Randomized, double-blind, placebo-controlled efficacy trial of a bivalent recombinant glycoprotein 120 HIV-1 vaccine among injection drug users in Bangkok, Thailand
ABSTRACT In Thailand, phase 1/2 trials of monovalent subtype B and bivalent subtype B/E (CRF01_AE) recombinant glycoprotein 120 human immunodeficiency virus type 1 (HIV-1) vaccines were successfully conducted from 1995 to 1998, prompting the first HIV-1 vaccine efficacy trial in Asia.
This randomized, double-blind, placebo-controlled efficacy trial of AIDSVAX B/E (VaxGen), which included 36-months of follow-up, was conducted among injection drug users (IDUs) in Bangkok, Thailand. The primary end point was HIV-1 infection; secondary end points included plasma HIV-1 load, CD4 cell count, onset of acquired immunodeficiency syndrome-defining conditions, and initiation of antiretroviral therapy.
A total of 2546 IDUs were enrolled between March 1999 and August 2000; the median age was 26 years, and 93.4% were men. The overall HIV-1 incidence was 3.4 infections/100 person-years (95% confidence interval [CI], 3.0-3.9 infections/100 person-years), and the cumulative incidence was 8.4%. There were no differences between the vaccine and placebo arms.

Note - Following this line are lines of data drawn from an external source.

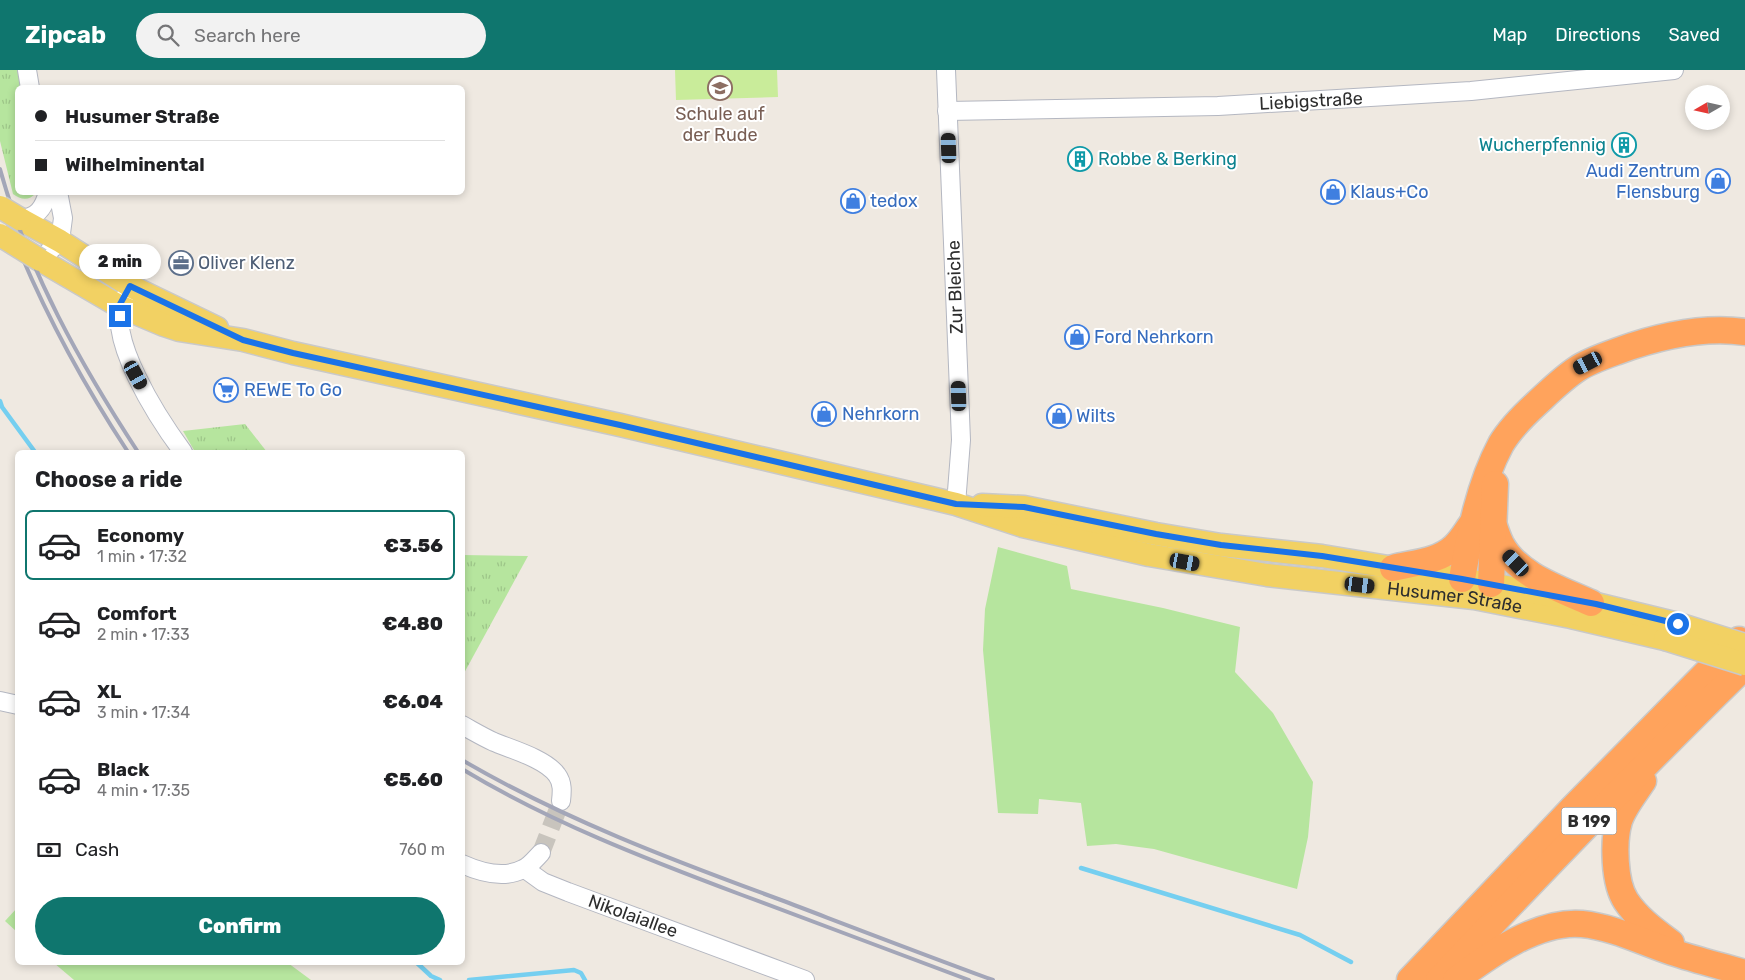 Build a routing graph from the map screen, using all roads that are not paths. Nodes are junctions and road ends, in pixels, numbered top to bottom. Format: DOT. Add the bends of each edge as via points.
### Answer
graph roads {
  1 [pos="27,70"];
  2 [pos="946,70"];
  3 [pos="1674,70"];
  4 [pos="30,85"];
  5 [pos="947,112"];
  6 [pos="47,195"];
  7 [pos="59,195"];
  8 [pos="0,207"];
  9 [pos="20,219"];
  10 [pos="0,235"];
  11 [pos="60,240"];
  12 [pos="40,260"];
  13 [pos="130,286"];
  14 [pos="119,306"];
  15 [pos="1745,332"];
  16 [pos="243,340"];
  17 [pos="182,450"];
  18 [pos="956,504"];
  19 [pos="1484,523"];
  20 [pos="1393,568"];
  21 [pos="1474,587"];
  22 [pos="1591,604"];
  23 [pos="1672,631"];
  24 [pos="1745,634"];
  25 [pos="1745,645"];
  26 [pos="1745,665"];
  27 [pos="0,701"];
  28 [pos="15,705"];
  29 [pos="465,727"];
  30 [pos="1665,744"];
  31 [pos="560,801"];
  32 [pos="541,853"];
  33 [pos="465,865"];
  34 [pos="525,869"];
  35 [pos="1700,960"];
  36 [pos="1745,973"];
  37 [pos="805,980"];
  38 [pos="1410,980"];
  39 [pos="1439,980"];
  40 [pos="1456,980"];
  1 -- 4 [label="street"];
  2 -- 5 [label="street, Zur Bleiche"];
  3 -- 5 [label="street, Liebigstraße" via="1471,91 1218,106"];
  5 -- 18 [label="street, Zur Bleiche" via="961,440"];
  6 -- 9 [label="street" via="38,213"];
  7 -- 11 [label="street" via="63,218"];
  8 -- 9 [label="main road, Husumer Straße, bridge"];
  9 -- 11 [label="main road, Husumer Straße"];
  10 -- 12 [label="main road, Husumer Straße, bridge"];
  11 -- 12 [label="street"];
  11 -- 13 [label="main road, Husumer Straße"];
  12 -- 14 [label="main road, Husumer Straße"];
  13 -- 14 [label="street"];
  13 -- 16 [label="main road, Husumer Straße"];
  14 -- 16 [label="main road, Husumer Straße" via="179,330"];
  14 -- 17 [label="street" via="121,334 129,362"];
  15 -- 19 [label="highway" via="1681,333 1646,341 1577,369 1526,413 1502,442 1494,494"];
  16 -- 18 [label="main road, Husumer Straße"];
  18 -- 20 [label="main road, Husumer Straße" via="1024,507 1221,545"];
  18 -- 21 [label="main road, Husumer Straße" via="1023,526 1158,557 1267,575"];
  19 -- 20 [label="highway" via="1445,554"];
  19 -- 21 [label="highway"];
  19 -- 22 [label="highway" via="1516,563 1539,579"];
  20 -- 21 [label="main road, Husumer Straße"];
  21 -- 22 [label="main road, Husumer Straße"];
  21 -- 23 [label="main road, Husumer Straße" via="1572,617"];
  22 -- 23 [label="main road, Husumer Straße"];
  23 -- 25 [label="main road, Husumer Straße, bridge"];
  23 -- 26 [label="main road, Husumer Straße, bridge"];
  24 -- 38 [label="highway, B 199" via="1573,808"];
  26 -- 30 [label="highway, B 199"];
  27 -- 28 [label="street"];
  29 -- 31 [label="street" via="548,766 560,781"];
  30 -- 35 [label="highway" via="1619,820 1615,842 1616,870 1625,900 1646,925"];
  30 -- 39 [label="highway, B 199"];
  32 -- 34 [label="street"];
  33 -- 34 [label="street" via="506,876"];
  34 -- 37 [label="street, Nikolaiallee" via="543,882 568,892"];
  35 -- 36 [label="highway"];
  35 -- 40 [label="highway" via="1612,930 1580,924 1556,926 1533,933 1488,956"];
}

HIV-1 subtype E (83 vaccine and 81 placebo recipients) accounted for 77% of infections. Vaccine efficacy was estimated at 0.1% (95% CI, -30.8% to 23.8%; P=.99, log-rank test). No statistically significant effects of the vaccine on secondary end points were observed.
Despite the successful completion of this efficacy trial, the vaccine did not prevent HIV-1 infection or delay HIV-1 disease progression.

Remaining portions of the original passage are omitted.